Frequently Asked Questions

General Questions About Surveys

Q. How can statisticians estimate specific characteristics of a population?

A. Statisticians obtain estimates of population characteristics by collecting data. There are two main methods used to collect data: 1) taking data from every unit in the population of interest (called a census), and 2) taking data from a sample. A census takes a great deal of time and costs a great deal of money. Taking a census is not practical and modern survey design has been developed in order to collect data less expensively and in a timely manner. In addition, sample surveys are frequently more accurate at the national level because quality control of field data collection is better. Whether one is doing a sample or a census, and no matter what kind of sampling units are selected, interviewers must collect data from entities in the sample called reporting units. Reporting units can be people, households, plots of land, or other items.
Q. How does one select a sample?

A. There are several procedures used to select samples from a population. One way is to obtain units in an informal way such as by interviewing people coming out of a bank or factory. When one samples in an informal way, objectivity and measures of accuracy are compromised and therefore the study loses credibility. Formal probability sampling is the preferred method. Before one can undertake formal sampling, the population of interest is divided into sample units (SUs) and every SU has been assigned probabilities. This list of SUs with the probabilities is called the sampling frame. The list can be made up of districts, villages, holdings, persons, fields, plots, or other sub-units of a population. A sample of units from the sampling frame should represent all the diversity in the population of interest. Normally, we stratify the list so that we can ensure that the sample is more nearly representative. For example, one might list all the land units and select a sample with too many lowland parcels or too many mountain parcels. Stratification of the land means that similar types of land are grouped together. We select samples from each group so that all groups are represented in proportion to the way we want the samples to be selected. Normally, the population is stratified at many levels. For example, one first divides the land into administrative districts, then land use categories. Within each stratum one constructs sampling units called segments and selects a probability sample. In order for the data to be objective, we select the sample using probability procedures. Probability sampling allows us to compute sampling errors, (sampling errors are discussed later). Moreover, selecting segments at random ensures objectivity in the sample.
Q. What types of errors are associated with statistical surveys?

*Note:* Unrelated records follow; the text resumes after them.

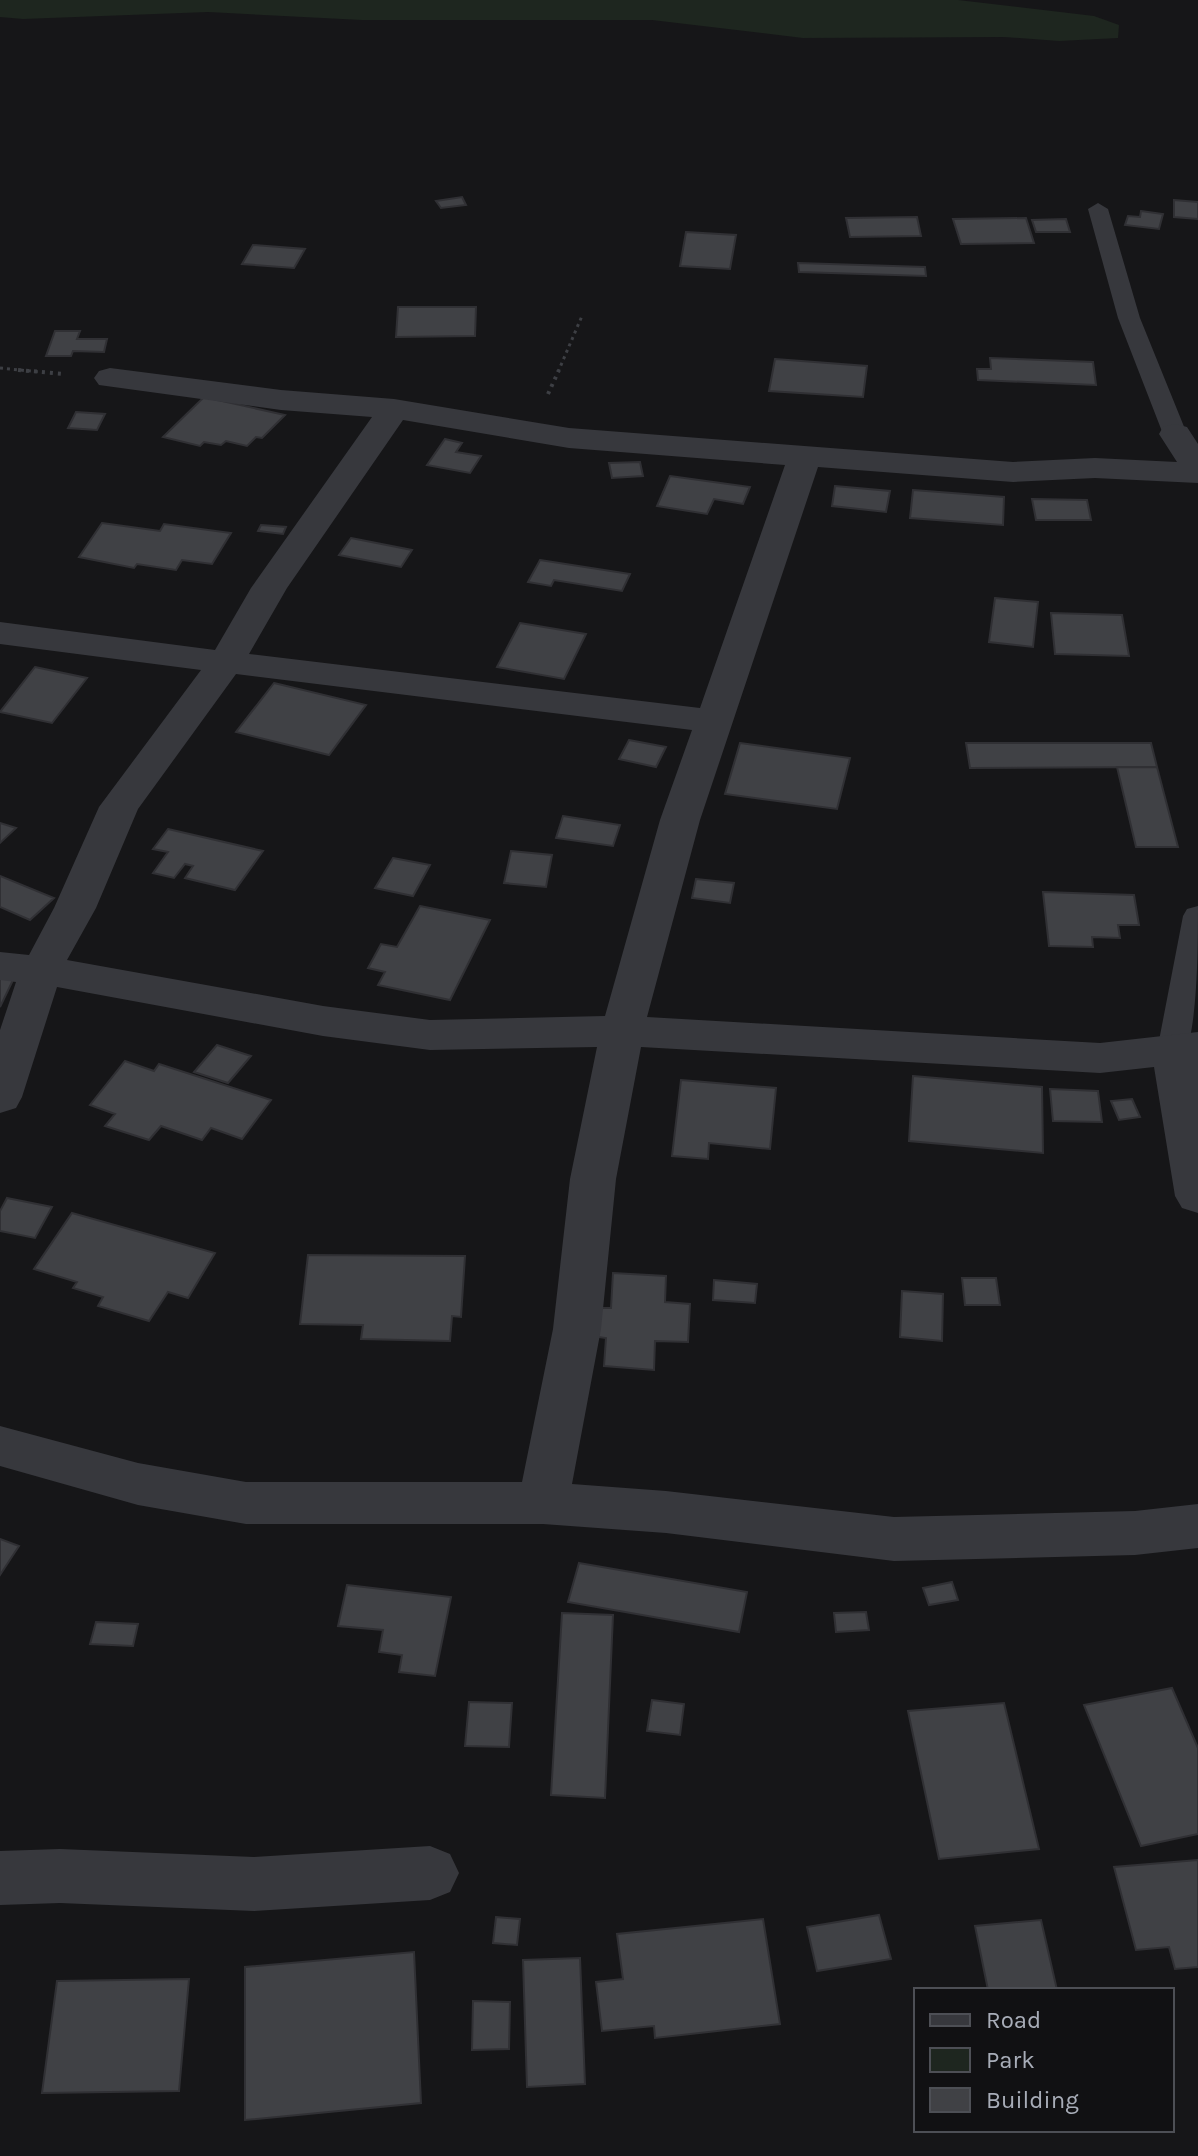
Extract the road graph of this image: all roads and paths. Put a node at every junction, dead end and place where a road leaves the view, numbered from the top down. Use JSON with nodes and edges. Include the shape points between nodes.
{"nodes":[{"id":1,"x":1098,"y":209,"type":"dead end"},
{"id":2,"x":582,"y":316,"type":"dead end"},
{"id":3,"x":0,"y":368,"type":"edge"},
{"id":4,"x":110,"y":378,"type":"joint"},
{"id":5,"x":394,"y":409,"type":"junction"},
{"id":6,"x":531,"y":432,"type":"junction"},
{"id":7,"x":1186,"y":433,"type":"edge"},
{"id":8,"x":805,"y":456,"type":"junction"},
{"id":9,"x":1198,"y":471,"type":"edge"},
{"id":10,"x":0,"y":633,"type":"edge"},
{"id":11,"x":226,"y":662,"type":"junction"},
{"id":12,"x":714,"y":721,"type":"junction"},
{"id":13,"x":1198,"y":916,"type":"edge"},
{"id":14,"x":21,"y":968,"type":"edge"},
{"id":15,"x":622,"y":1031,"type":"junction"},
{"id":16,"x":1186,"y":1049,"type":"edge"},
{"id":17,"x":0,"y":1097,"type":"edge"},
{"id":18,"x":1198,"y":1196,"type":"edge"},
{"id":19,"x":0,"y":1446,"type":"edge"},
{"id":20,"x":543,"y":1503,"type":"junction"},
{"id":21,"x":1198,"y":1526,"type":"edge"},
{"id":22,"x":430,"y":1873,"type":"dead end"},
{"id":23,"x":0,"y":1878,"type":"edge"}],
"edges":[{"from":1,"to":7,"type":"lane","via":[[1129,318]]},
{"from":2,"to":6,"type":"path"},
{"from":3,"to":4,"type":"path"},
{"from":4,"to":5,"type":"street"},
{"from":5,"to":6,"type":"street"},
{"from":5,"to":11,"type":"street","via":[[269,588]]},
{"from":6,"to":8,"type":"street"},
{"from":7,"to":9,"type":"street"},
{"from":8,"to":9,"type":"street","via":[[1013,472]]},
{"from":8,"to":12,"type":"street"},
{"from":10,"to":11,"type":"street"},
{"from":11,"to":12,"type":"street"},
{"from":11,"to":14,"type":"street","via":[[119,807],[75,908]]},
{"from":12,"to":15,"type":"street","via":[[680,820]]},
{"from":13,"to":16,"type":"lane"},
{"from":14,"to":15,"type":"street","via":[[430,1035]]},
{"from":14,"to":17,"type":"street"},
{"from":15,"to":16,"type":"street","via":[[1100,1058]]},
{"from":15,"to":20,"type":"street","via":[[593,1179],[577,1329]]},
{"from":16,"to":18,"type":"street"},
{"from":19,"to":20,"type":"street","via":[[138,1484],[246,1503]]},
{"from":20,"to":21,"type":"street","via":[[894,1539],[1135,1533]]},
{"from":22,"to":23,"type":"street","via":[[254,1884]]}]}
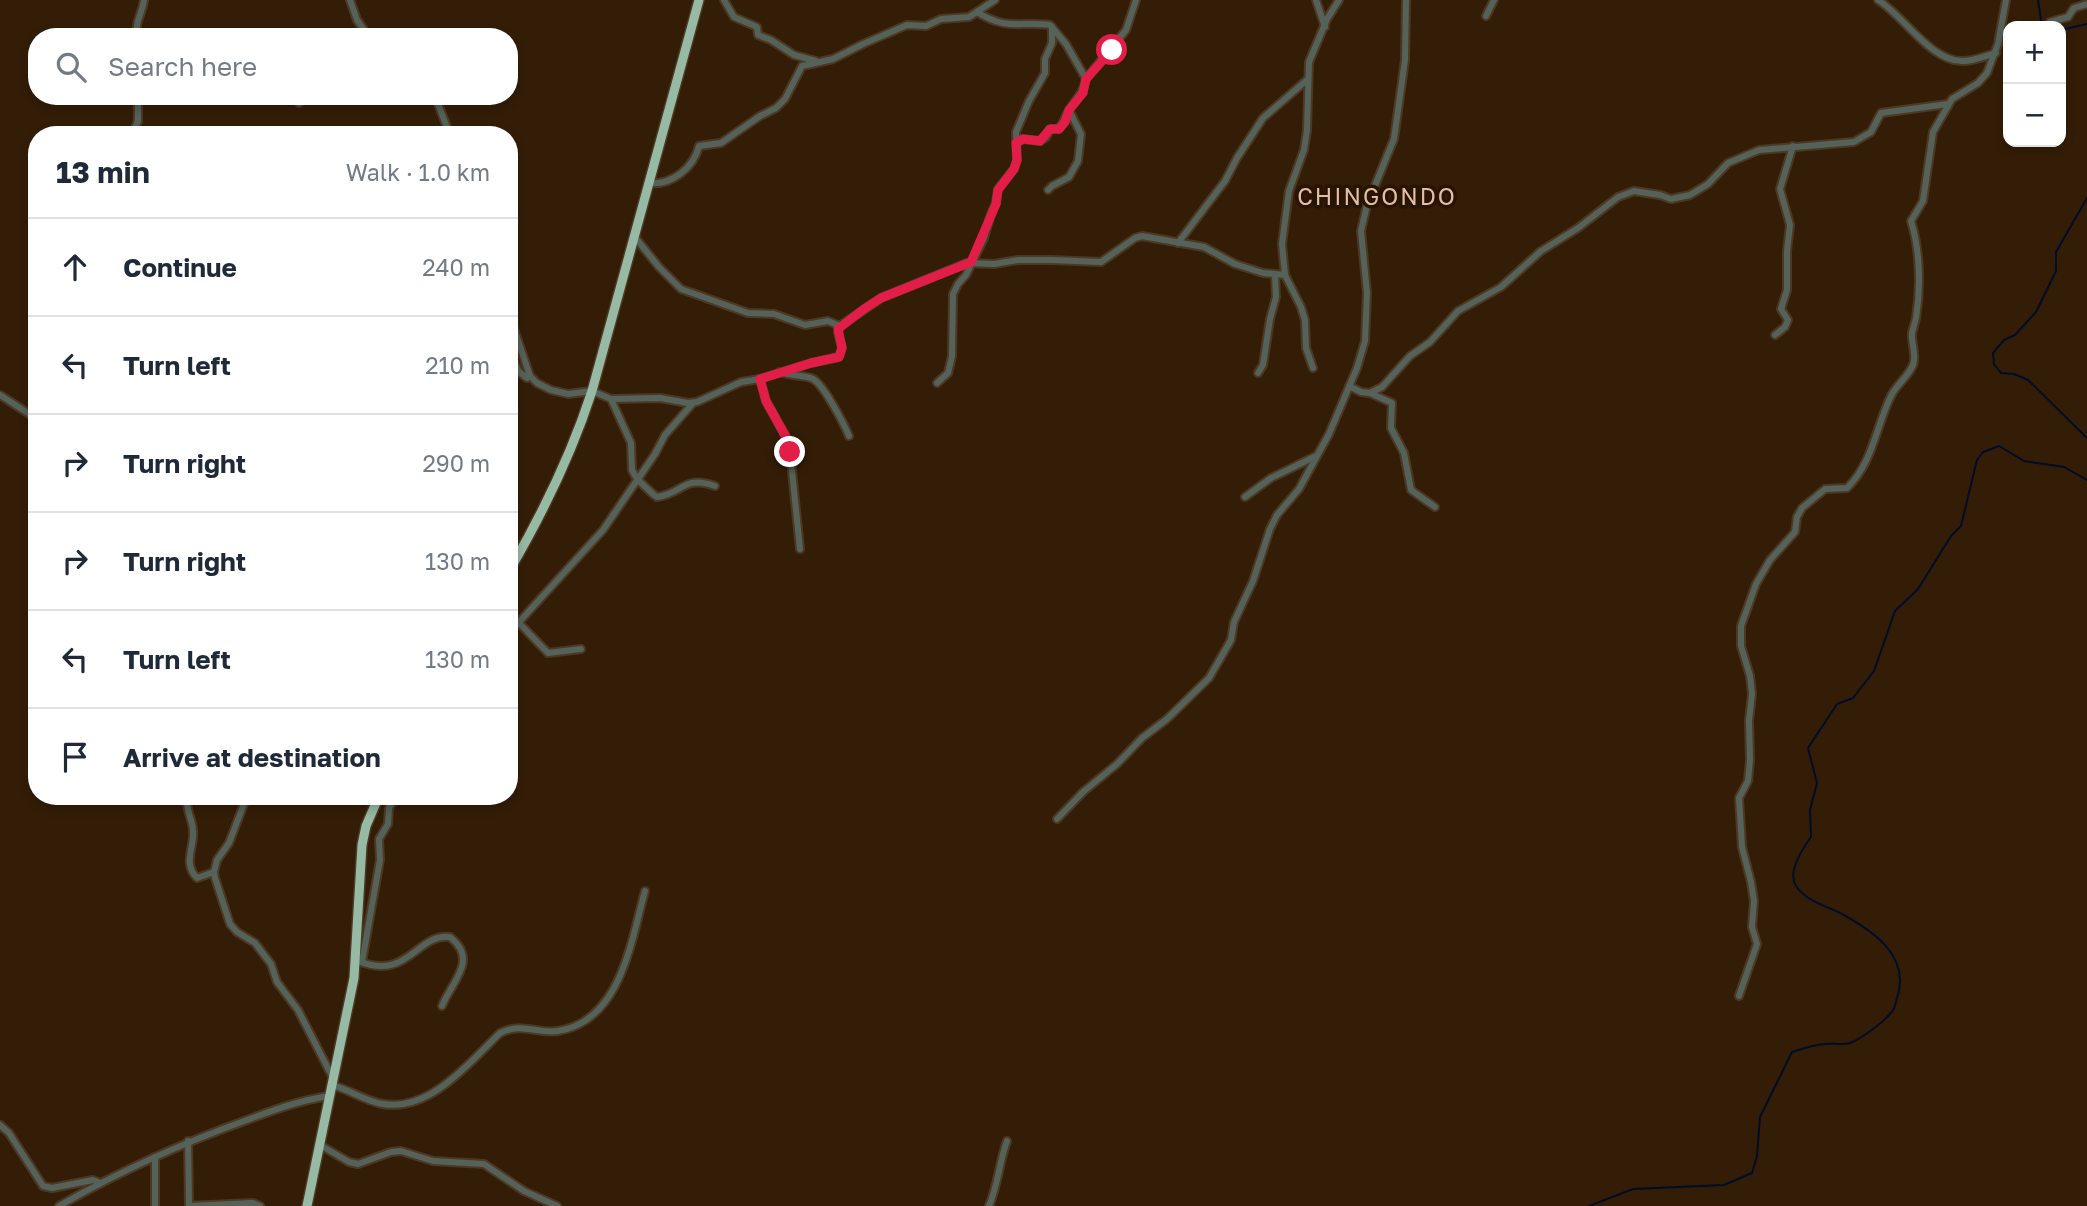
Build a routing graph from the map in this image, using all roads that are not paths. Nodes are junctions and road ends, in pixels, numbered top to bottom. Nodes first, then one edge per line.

A. There are two types of errors associated with surveys: sampling errors, which are a result of differences among samples, and nonsampling errors, which are a result of sampling frame errors, response errors, or mistakes in processing the data. Of the two, nonsampling errors are usually more important and more difficult to estimate and control. They are a major concern in any survey. The area frame (AF), our company designs control both types of errors; however, special emphasis is always placed on controlling nonsampling errors.
Q. What is sampling error?

A. Sampling error is survey error associated with the sample. The following example illustrates sampling error. An area of interest is divided into 30,000 units of land without overlap or omission and a probability sample of 300 segments is selected. Data are obtained from the sample of 300 land parcels and an estimate of wheat acreage is produced by multiplying the total wheat acreage found in the 300 segments by proper sampling fraction, 30,000/300 = 100. If another 300 segments were selected, the estimate would be different. The differences in estimates among samples are called sampling errors. If the estimates made from different samples of 300 vary considerably, then we would conclude that our estimator has a large variance or sampling error. Estimators with small sampling errors are most desirable. However, there is another criterion that also is important, the element of nonsampling error or bias.
Q. What is nonsampling error (or bias)?

A. Nonsampling error is the difference between the center of the distribution that defines sampling error and the true value being estimated. This difference is defined as bias. Whether or not the true value being estimated is at the center of the sampling error distribution is controlled by: the completeness of the sampling frame, all units of the population having a known positive chance of selection, accuracy of data collection, recording, and data entry, the technical properties of the estimators. Often, one cannot determine sampling errors unless other samples of 300 segments are selected and enumerated. However, with proper sampling techniques, sampling error can be calculated with only one sample. The unit to unit variation is used to calculate the sample to sample variation. In essence sample to sample variation is estimated with only one sample. (This is one reason why use of probability sampling is so important.) One common measure of sampling error is the coefficient of variation (CV). It is a relative sampling error and is expressed as a percent, such as plus or minus 3 percent. For example, with such a margin of error, one might estimate maize to be 427,000 hectares (plus or minus 3 percent). Margins of error are related to the size of the sample. Smaller samples produce larger margins of error than will larger samples. With a sample size of 100, for example, the CV might be plus or minus 6 percent. In order to reduce the CV to 3 %, a sample of 400 might be required.
Q. Will the AF help reduce the sample size?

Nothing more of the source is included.